## DATA FOR THE TASK
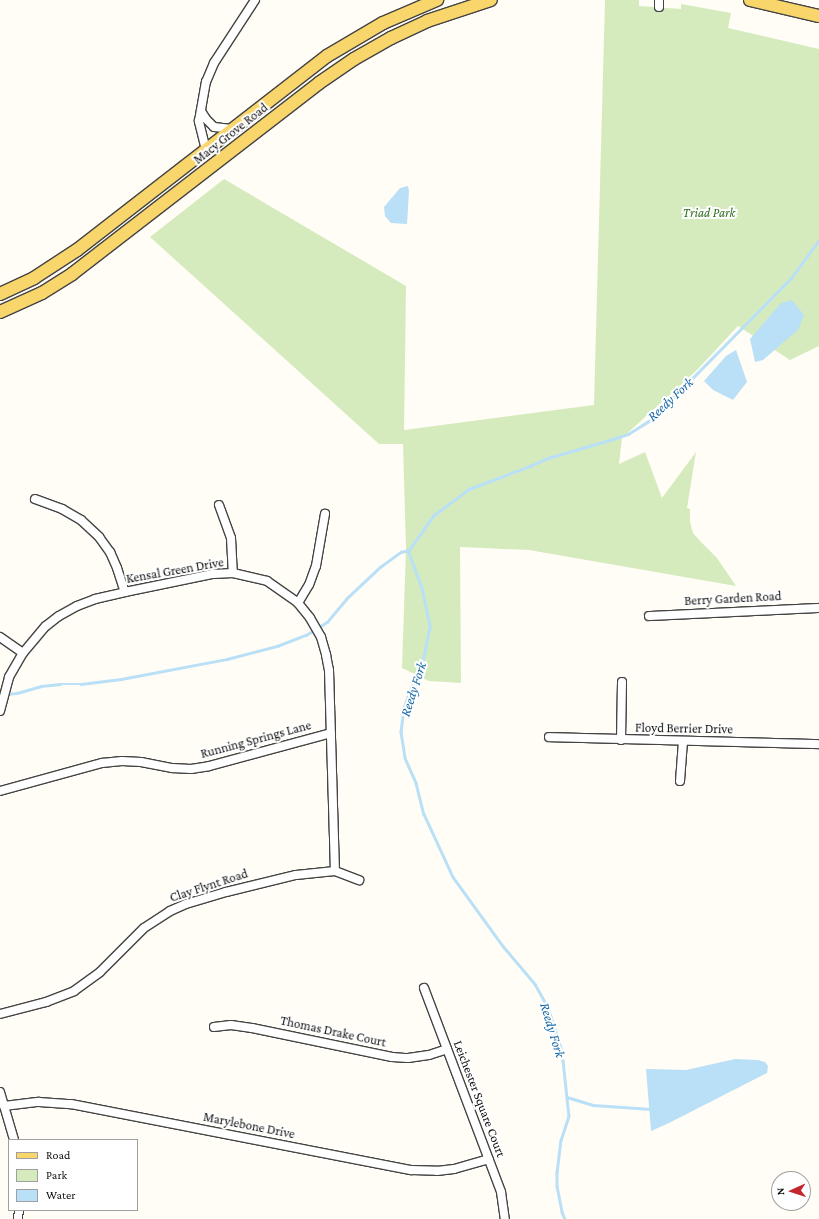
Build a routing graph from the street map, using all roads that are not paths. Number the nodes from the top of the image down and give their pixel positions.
1 (255, 0) edge
2 (436, 0) edge
3 (491, 0) edge
4 (750, 0) edge
5 (819, 16) edge
6 (309, 70) junction
7 (201, 111) junction
8 (232, 129) junction
9 (206, 150) junction
10 (226, 155) junction
11 (0, 294) edge
12 (0, 312) edge
13 (35, 499) dead end
14 (219, 505) dead end
15 (325, 514) dead end
16 (232, 573) junction
17 (124, 592) junction
18 (298, 603) junction
19 (819, 608) edge
20 (649, 616) dead end
21 (0, 637) edge
22 (23, 653) junction
23 (622, 682) dead end
24 (0, 711) edge
25 (331, 733) junction
26 (549, 737) dead end
27 (620, 740) junction
28 (683, 741) junction
29 (819, 744) edge
30 (680, 781) dead end
31 (0, 791) edge
32 (335, 871) junction
33 (359, 880) dead end
34 (424, 988) dead end
35 (0, 1014) edge
36 (214, 1026) dead end
37 (447, 1049) junction
38 (0, 1092) edge
39 (4, 1106) junction
40 (14, 1139) edge
41 (488, 1159) junction
42 (505, 1219) edge

1 - 7 street
2 - 6 main road, Macy Grove Road
3 - 10 main road, Macy Grove Road
4 - 5 main road
6 - 8 main road, Macy Grove Road
6 - 10 main road
7 - 8 street
7 - 9 street
8 - 9 main road, Macy Grove Road
9 - 11 main road, Macy Grove Road
10 - 12 main road, Macy Grove Road
13 - 17 street
14 - 16 street
15 - 18 street
16 - 17 street, Kensal Green Drive
16 - 18 street, Kensal Green Drive
17 - 22 street, Kensal Green Drive
18 - 25 street, Kensal Green Drive
19 - 20 street, Berry Garden Road
21 - 22 street
22 - 24 street, Kensal Green Drive
23 - 27 street
25 - 31 street, Running Springs Lane
25 - 32 street, Kensal Green Drive
26 - 27 street, Floyd Berrier Drive
27 - 28 street, Floyd Berrier Drive
28 - 29 street, Floyd Berrier Drive
28 - 30 street
32 - 33 street, Clay Flynt Road
32 - 35 street, Clay Flynt Road
34 - 37 street, Leichester Square Court
36 - 37 street, Thomas Drake Court
37 - 41 street, Leichester Square Court
38 - 39 street
39 - 40 street
39 - 41 street, Marylebone Drive
41 - 42 street, Leichester Square Court

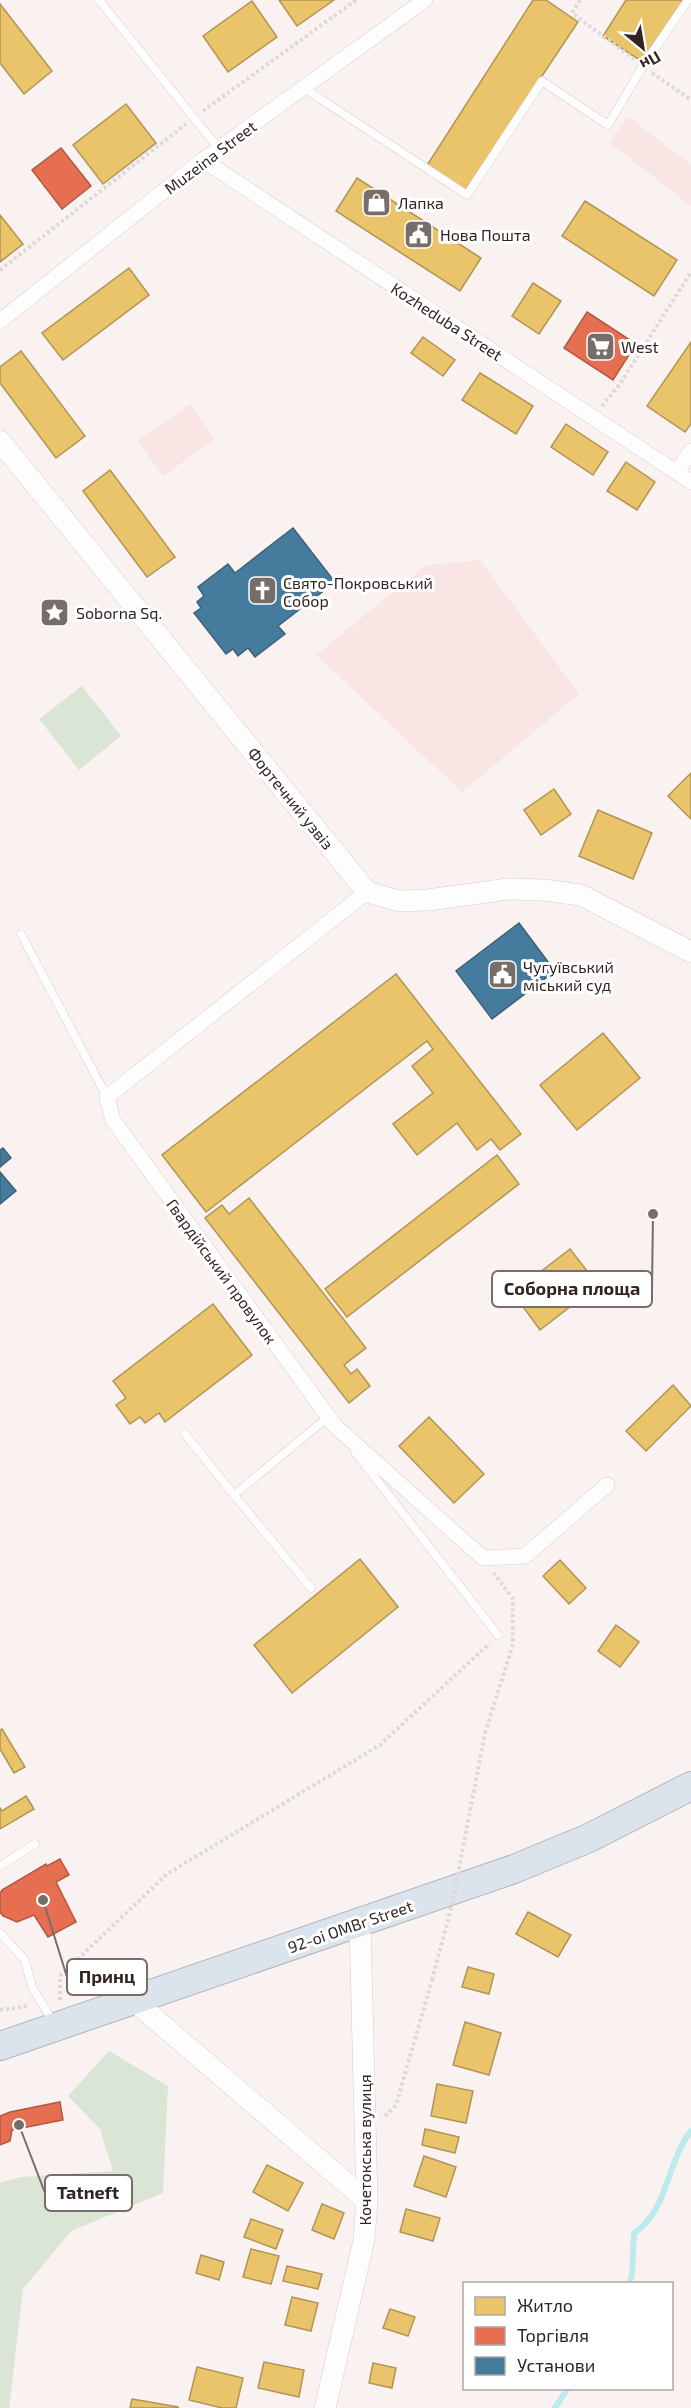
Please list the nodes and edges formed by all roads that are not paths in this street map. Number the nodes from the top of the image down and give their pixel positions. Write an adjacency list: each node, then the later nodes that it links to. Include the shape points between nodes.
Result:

## YOUR TASK
The output should be the material above, copied exactly, without its pictures.

## YOUR SOLUTION
Build a routing graph from the street map, using all roads that are not paths. Number the nodes from the top of the image down and give their pixel positions.
1 (255, 0) edge
2 (436, 0) edge
3 (491, 0) edge
4 (750, 0) edge
5 (819, 16) edge
6 (309, 70) junction
7 (201, 111) junction
8 (232, 129) junction
9 (206, 150) junction
10 (226, 155) junction
11 (0, 294) edge
12 (0, 312) edge
13 (35, 499) dead end
14 (219, 505) dead end
15 (325, 514) dead end
16 (232, 573) junction
17 (124, 592) junction
18 (298, 603) junction
19 (819, 608) edge
20 (649, 616) dead end
21 (0, 637) edge
22 (23, 653) junction
23 (622, 682) dead end
24 (0, 711) edge
25 (331, 733) junction
26 (549, 737) dead end
27 (620, 740) junction
28 (683, 741) junction
29 (819, 744) edge
30 (680, 781) dead end
31 (0, 791) edge
32 (335, 871) junction
33 (359, 880) dead end
34 (424, 988) dead end
35 (0, 1014) edge
36 (214, 1026) dead end
37 (447, 1049) junction
38 (0, 1092) edge
39 (4, 1106) junction
40 (14, 1139) edge
41 (488, 1159) junction
42 (505, 1219) edge

1 - 7 street
2 - 6 main road, Macy Grove Road
3 - 10 main road, Macy Grove Road
4 - 5 main road
6 - 8 main road, Macy Grove Road
6 - 10 main road
7 - 8 street
7 - 9 street
8 - 9 main road, Macy Grove Road
9 - 11 main road, Macy Grove Road
10 - 12 main road, Macy Grove Road
13 - 17 street
14 - 16 street
15 - 18 street
16 - 17 street, Kensal Green Drive
16 - 18 street, Kensal Green Drive
17 - 22 street, Kensal Green Drive
18 - 25 street, Kensal Green Drive
19 - 20 street, Berry Garden Road
21 - 22 street
22 - 24 street, Kensal Green Drive
23 - 27 street
25 - 31 street, Running Springs Lane
25 - 32 street, Kensal Green Drive
26 - 27 street, Floyd Berrier Drive
27 - 28 street, Floyd Berrier Drive
28 - 29 street, Floyd Berrier Drive
28 - 30 street
32 - 33 street, Clay Flynt Road
32 - 35 street, Clay Flynt Road
34 - 37 street, Leichester Square Court
36 - 37 street, Thomas Drake Court
37 - 41 street, Leichester Square Court
38 - 39 street
39 - 40 street
39 - 41 street, Marylebone Drive
41 - 42 street, Leichester Square Court

Please list the nodes and edges formed by all roads that are not paths in this street map. Number the nodes from the top of the image down and give their pixel positions. Write an adjacency list: each node, then the later nodes that it links to. Include the shape points between nodes.
Result:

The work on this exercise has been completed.